(Saved entries)
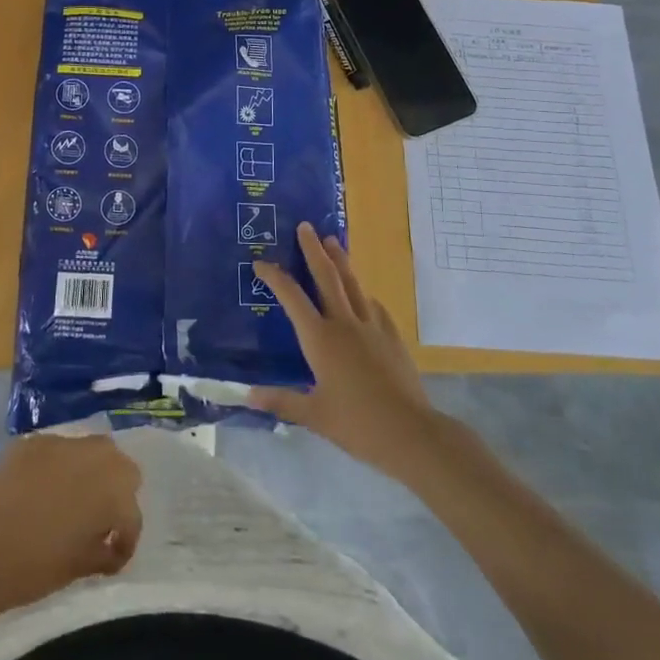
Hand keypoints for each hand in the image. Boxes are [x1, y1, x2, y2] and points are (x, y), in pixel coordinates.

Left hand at [0, 434, 142, 608]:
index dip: (125, 540)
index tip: (112, 557)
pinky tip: (40, 488)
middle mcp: (95, 456)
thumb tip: (109, 545)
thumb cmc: (35, 564)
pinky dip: (57, 466)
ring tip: (70, 498)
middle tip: (98, 518)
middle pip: (120, 466)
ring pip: (90, 449)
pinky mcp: (34, 440)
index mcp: (113, 490)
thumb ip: (103, 551)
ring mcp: (62, 442)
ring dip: (88, 471)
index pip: (132, 514)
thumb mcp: (78, 567)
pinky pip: (56, 450)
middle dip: (116, 490)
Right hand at [251, 224, 435, 477]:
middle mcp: (344, 324)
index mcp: (320, 339)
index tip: (261, 262)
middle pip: (327, 277)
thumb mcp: (313, 416)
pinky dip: (364, 295)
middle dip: (314, 250)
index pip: (292, 298)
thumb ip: (281, 401)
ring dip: (341, 260)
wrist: (411, 433)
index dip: (275, 277)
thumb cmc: (357, 424)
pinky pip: (374, 307)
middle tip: (305, 226)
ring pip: (353, 284)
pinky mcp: (392, 337)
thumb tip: (247, 395)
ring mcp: (371, 327)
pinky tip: (364, 295)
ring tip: (333, 240)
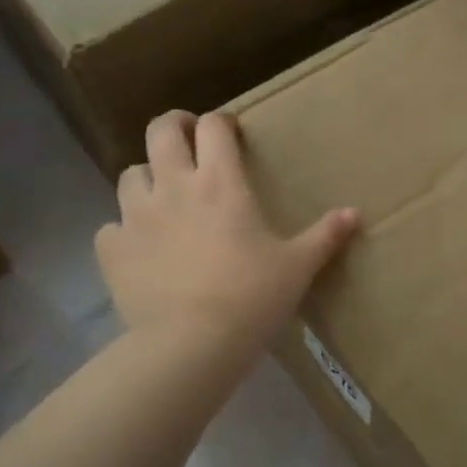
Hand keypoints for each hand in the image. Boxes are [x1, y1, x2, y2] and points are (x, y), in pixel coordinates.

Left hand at [95, 111, 359, 349]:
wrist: (192, 344)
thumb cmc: (252, 297)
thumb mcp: (297, 266)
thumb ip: (325, 235)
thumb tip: (355, 213)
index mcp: (221, 183)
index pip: (213, 127)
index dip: (220, 122)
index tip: (229, 133)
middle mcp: (174, 187)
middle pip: (161, 131)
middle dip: (174, 127)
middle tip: (188, 141)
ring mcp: (136, 216)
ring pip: (130, 174)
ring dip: (147, 178)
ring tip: (162, 197)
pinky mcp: (113, 249)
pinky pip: (111, 226)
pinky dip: (124, 230)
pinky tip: (140, 247)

== The problem ==
You are asked to reproduce each line above exactly, but to exclude the pictures.

== Result ==
Hand keypoints for each hand in the image. Boxes are [x1, y1, x2, y2] and points are (x, y), in pixel coordinates.

Left hand at [0, 434, 142, 608]:
index dip: (125, 540)
index tip: (112, 557)
pinky tip: (40, 488)
middle mcp: (95, 456)
thumb tip: (109, 545)
thumb cmc: (35, 564)
pinky dip: (57, 466)
ring tip: (70, 498)
middle tip: (98, 518)
middle pip: (120, 466)
ring pip: (90, 449)
pinky mcp: (34, 440)
index mcp: (113, 490)
thumb ip: (103, 551)
ring mcp: (62, 442)
ring dip: (88, 471)
index pip: (132, 514)
thumb mcp: (78, 567)
pinky pip: (56, 450)
middle dip: (116, 490)
Right hand at [251, 224, 435, 477]:
middle mcp: (344, 324)
index mcp: (320, 339)
index tip: (261, 262)
middle pip: (327, 277)
thumb mcp: (313, 416)
pinky dip: (364, 295)
middle dip: (314, 250)
index pip: (292, 298)
thumb ip: (281, 401)
ring dip: (341, 260)
wrist: (411, 433)
index dip: (275, 277)
thumb cmc: (357, 424)
pinky pip: (374, 307)
middle tip: (305, 226)
ring pip: (353, 284)
pinky mcp: (392, 337)
thumb tip: (247, 395)
ring mcp: (371, 327)
pinky tip: (364, 295)
ring tip: (333, 240)
Hand keypoints for each hand in the image. Boxes are [x1, y1, x2, y2] and points are (x, y), in pixel coordinates.

Left hand at [95, 111, 359, 349]:
wrist: (192, 344)
thumb cmc: (252, 297)
thumb mcp: (297, 266)
thumb ip: (325, 235)
thumb tip: (355, 213)
index mcp: (221, 183)
index pip: (213, 127)
index dip: (220, 122)
index tip: (229, 133)
middle mcp: (174, 187)
middle pip: (161, 131)
middle dip: (174, 127)
middle tip: (188, 141)
ring mcp: (136, 216)
ring pip: (130, 174)
ring dip: (147, 178)
ring tip: (162, 197)
pinky mcp: (113, 249)
pinky pip: (111, 226)
pinky dip: (124, 230)
pinky tip: (140, 247)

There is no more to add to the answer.